Tracks Review

Tracks
Loner Robyn Davidson (Wasikowska) takes it upon herself to cross the Outback with four camels. A quixotic journey that comes to the attention of an irksome National Geographic photograper (Driver).

by Ian Nathan |
Published on
Release Date:

25 Apr 2014

Running Time:

112 minutes

Certificate:

12A

Original Title:

Tracks

Once meant for Julia Roberts, this terrific Australian travelogue instead gifts Mia Wasikowska the chance to break away from sullen teenagers and give a moving, womanly, detailed portrayal of a complex soul. Based on her bestselling memoir, this is the true story of Robyn Davidson, not what you’d call a people person, who decided to cross 1,700 miles of Australian Outback with four camels and her devoted black labrador, Diggity. In 1977, an unthinkable journey for a lone young woman.
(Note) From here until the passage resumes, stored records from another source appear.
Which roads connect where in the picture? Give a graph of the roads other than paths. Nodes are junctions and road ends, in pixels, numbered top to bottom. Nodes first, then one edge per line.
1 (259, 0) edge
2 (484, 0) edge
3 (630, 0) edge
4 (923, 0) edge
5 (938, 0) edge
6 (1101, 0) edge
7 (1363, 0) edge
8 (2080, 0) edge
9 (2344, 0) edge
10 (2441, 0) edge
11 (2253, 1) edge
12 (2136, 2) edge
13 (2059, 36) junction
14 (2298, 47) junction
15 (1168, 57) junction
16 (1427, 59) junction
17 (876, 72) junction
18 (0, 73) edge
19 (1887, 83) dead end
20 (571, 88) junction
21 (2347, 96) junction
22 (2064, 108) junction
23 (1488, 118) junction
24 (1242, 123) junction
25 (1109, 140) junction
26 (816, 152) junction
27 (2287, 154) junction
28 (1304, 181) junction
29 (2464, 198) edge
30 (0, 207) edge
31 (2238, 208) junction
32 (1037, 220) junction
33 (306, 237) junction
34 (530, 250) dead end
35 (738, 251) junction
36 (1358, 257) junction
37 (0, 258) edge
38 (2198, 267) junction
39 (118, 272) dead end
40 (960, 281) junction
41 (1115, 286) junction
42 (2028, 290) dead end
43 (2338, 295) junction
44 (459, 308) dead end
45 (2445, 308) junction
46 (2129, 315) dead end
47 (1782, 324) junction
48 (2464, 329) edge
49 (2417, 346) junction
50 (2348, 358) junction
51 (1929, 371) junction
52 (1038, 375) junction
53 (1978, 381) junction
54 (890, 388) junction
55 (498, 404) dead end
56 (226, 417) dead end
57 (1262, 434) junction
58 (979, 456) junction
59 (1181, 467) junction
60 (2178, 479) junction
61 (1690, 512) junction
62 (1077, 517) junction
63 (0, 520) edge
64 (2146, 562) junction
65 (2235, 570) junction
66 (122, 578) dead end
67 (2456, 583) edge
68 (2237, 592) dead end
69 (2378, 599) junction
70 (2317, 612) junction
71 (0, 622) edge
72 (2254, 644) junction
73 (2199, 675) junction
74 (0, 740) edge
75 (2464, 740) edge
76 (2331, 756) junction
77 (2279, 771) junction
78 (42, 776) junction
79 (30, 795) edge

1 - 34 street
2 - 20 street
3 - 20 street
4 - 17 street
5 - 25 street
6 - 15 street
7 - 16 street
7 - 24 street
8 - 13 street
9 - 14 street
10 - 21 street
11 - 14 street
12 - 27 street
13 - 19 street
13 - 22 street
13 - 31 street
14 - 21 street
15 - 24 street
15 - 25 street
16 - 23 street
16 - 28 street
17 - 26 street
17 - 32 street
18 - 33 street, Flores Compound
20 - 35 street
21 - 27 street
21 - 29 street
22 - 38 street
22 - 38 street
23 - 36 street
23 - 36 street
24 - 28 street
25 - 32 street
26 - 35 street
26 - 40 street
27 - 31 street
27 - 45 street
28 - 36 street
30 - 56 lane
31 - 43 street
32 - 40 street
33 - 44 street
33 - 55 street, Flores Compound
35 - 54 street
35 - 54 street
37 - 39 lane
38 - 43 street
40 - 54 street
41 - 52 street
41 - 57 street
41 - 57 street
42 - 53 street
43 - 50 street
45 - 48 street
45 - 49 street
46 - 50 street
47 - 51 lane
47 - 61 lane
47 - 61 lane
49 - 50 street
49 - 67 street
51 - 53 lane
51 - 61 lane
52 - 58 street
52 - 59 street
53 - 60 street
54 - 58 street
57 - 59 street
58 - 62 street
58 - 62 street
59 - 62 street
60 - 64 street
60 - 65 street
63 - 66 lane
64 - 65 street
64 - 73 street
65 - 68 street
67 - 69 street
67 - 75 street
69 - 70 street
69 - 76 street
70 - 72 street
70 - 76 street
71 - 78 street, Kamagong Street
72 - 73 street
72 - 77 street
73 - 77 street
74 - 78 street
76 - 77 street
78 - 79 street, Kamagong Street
Davidson’s motivation is obscure even to her. We are not talking about anything as trite as finding herself, more the opposite. Craving isolation, she wants to disappear into the vastness of the desert. Her encounters with genial but bemused Aborigines give her expedition a spiritual aura, and the film falls in with Nicholas Roeg’s trippy classic Walkabout and, in a sense, Peter Weir’s dreamy evocation of primal nature, Picnic At Hanging Rock.

Although Tracks has a harder nose. Davidson’s quest could be a matter of therapy (she dwells on her mother’s death). Or a gesture of feminist empowerment (she reacts to male assistance like a bee sting). Or it could be born out of sheer bloodymindedness. Wasikowska, thriving in the blanketing sun and evoking Davidson’s inward strangeness via voice-over, captures all the barbs, edges and graces of a character exhausted by human company but at one with animal kind.

Naturally, she will be beset by an old-school Disney quotient of mislaid camels, lost paths, storms whipped up out of nothing and water shortages, but finds herself harassed most of all by National Geographic photographer Rick Smolan (the excellently oddball Adam Driver), who serves as mission control, erstwhile lover, saviour and nemesis all wrapped up in one lanky, obnoxious and (worst of all) American body.

While never straying from the linear framework of the book, director John Curran gives his all to the possibilities of the landscape, allowing it to transform scene to scene from rapture to nightmare, making ample room for a full mix of trial-by-nature, odd-couple comedy, personal epiphany, and a light-hearted exposé of camel management.

However familiar the terrain, this is a vivid, heartbreaking and captivating character piece and travel movie in one, guided by an outstanding Wasikowska.